Johnny reached out and grabbed Evie’s hand, pulling her up and hauling her toward the hall and grand staircase.

Faith followed, smiling a little at their play, and wondering what Thomas was up to.

On a usual day, he might be here with them, encouraging Evie to go with them into the water.

How long would he stay away, and when he returned to their meetings with Uncle Will, would things be different between them?

“Oh, Lillian! We forgot!”

The three of them quickly changed into bathing outfits, and found Lillian at the bottom of the stairs holding a tray. She was a bit slower than she had been during their childhoods, and their earlier banter had distracted them from the sweet concoction she now carried on the tray in her hands.

“I’ll set this outside on the table in the garden,” she explained, accurately divining where they were headed.

“No, thank you, I think we’ll manage.”

Johnny took the tray from Lillian carefully, and she relinquished it without protest, offering him a little nod before she turned away.
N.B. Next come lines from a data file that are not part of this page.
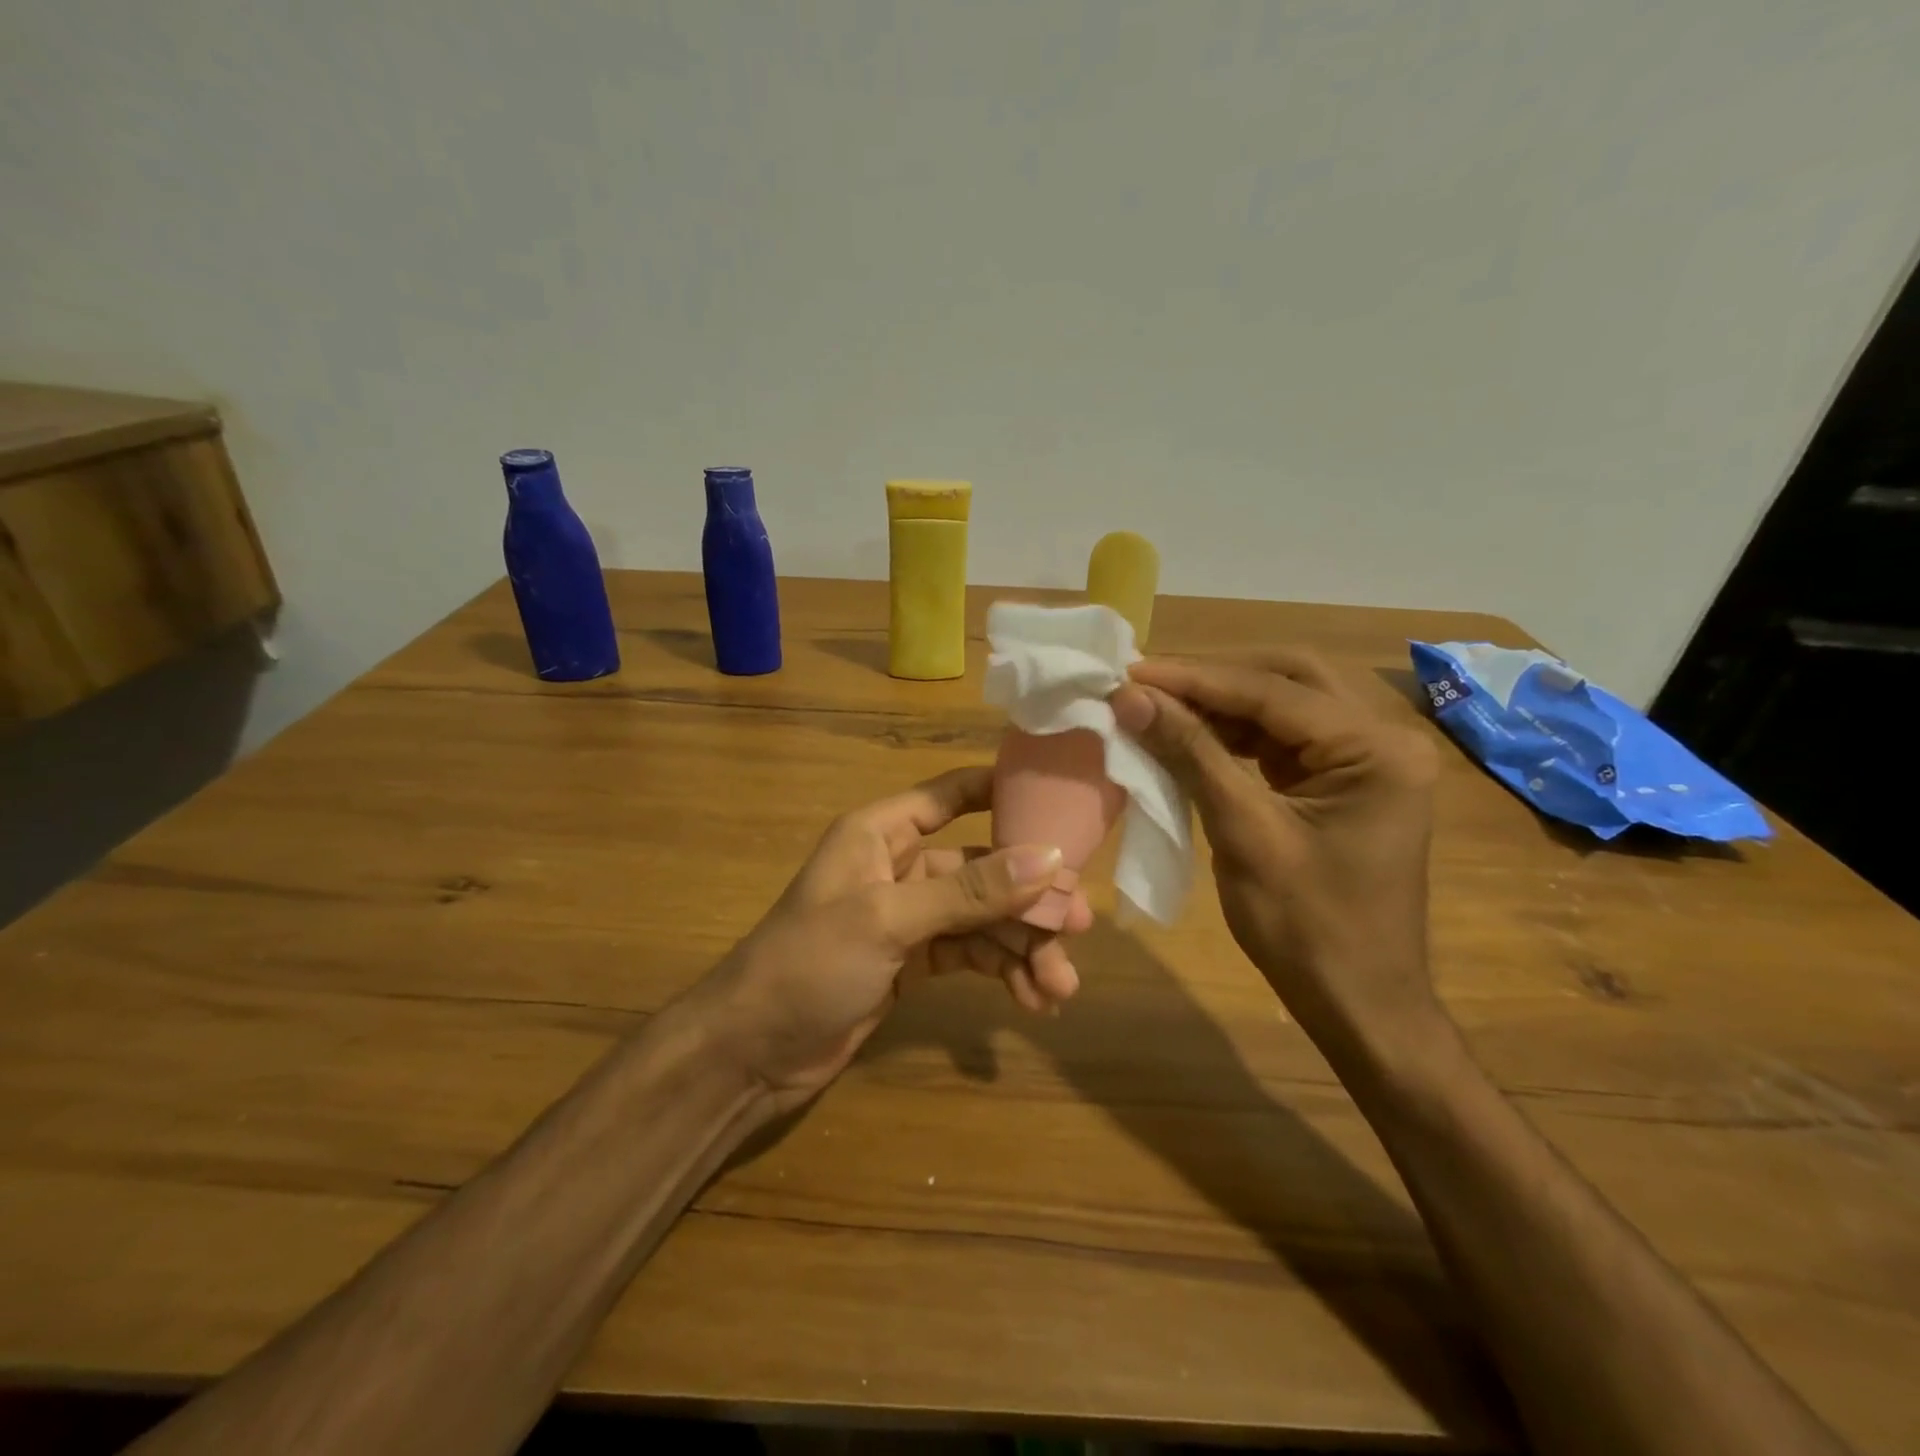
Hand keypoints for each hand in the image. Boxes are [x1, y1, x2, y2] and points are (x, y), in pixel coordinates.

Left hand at [696, 766, 1085, 1113]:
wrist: (751, 1052)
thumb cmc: (809, 964)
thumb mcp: (888, 920)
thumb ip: (969, 891)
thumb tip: (1049, 858)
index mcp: (882, 832)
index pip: (952, 795)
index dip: (1003, 792)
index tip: (1062, 804)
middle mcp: (900, 865)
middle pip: (982, 867)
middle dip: (1029, 897)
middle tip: (1080, 926)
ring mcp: (909, 916)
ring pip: (983, 917)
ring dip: (1022, 946)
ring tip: (1060, 988)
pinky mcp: (914, 960)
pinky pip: (971, 953)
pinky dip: (1002, 971)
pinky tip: (1032, 999)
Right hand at [1110, 649, 1445, 1071]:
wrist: (1359, 1005)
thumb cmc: (1307, 929)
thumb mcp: (1244, 834)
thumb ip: (1192, 755)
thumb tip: (1132, 698)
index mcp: (1377, 750)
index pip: (1274, 692)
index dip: (1195, 679)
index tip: (1131, 671)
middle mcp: (1384, 739)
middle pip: (1290, 678)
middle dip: (1215, 678)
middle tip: (1148, 681)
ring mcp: (1368, 760)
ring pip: (1286, 704)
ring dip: (1222, 703)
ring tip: (1159, 703)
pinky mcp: (1345, 781)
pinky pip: (1285, 738)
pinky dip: (1236, 733)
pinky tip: (1192, 734)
“I want to know what her story is,” Evie said, watching the maid leave before following Johnny and Faith outside, pushing the door open for Johnny as he held the tray.

The three small glass dishes on it were overfilled with ice cream, with strawberries poking deliciously through the creamy lumps.

Faith knew her grandmother would have a fit to see them eating so much, but she felt sure that no secrets were kept between her grandmother and her maid, so perhaps her grandmother had a hand in this as well as her parents.

Or instead of her parents.

Just as Evie wondered about Lillian, Faith began to wonder about her grandmother.

What kind of woman had raised her father and her aunts? A woman who saw her son marry a housemaid, one daughter marry an heir, and her youngest marry a boy who made deliveries on his bicycle?

Maybe, just maybe, it was a woman who would see her oldest granddaughter courted by an Italian boy who wore an apron and baked cookies with his younger brothers and sisters, who would help design one of the greatest skyscrapers in the country?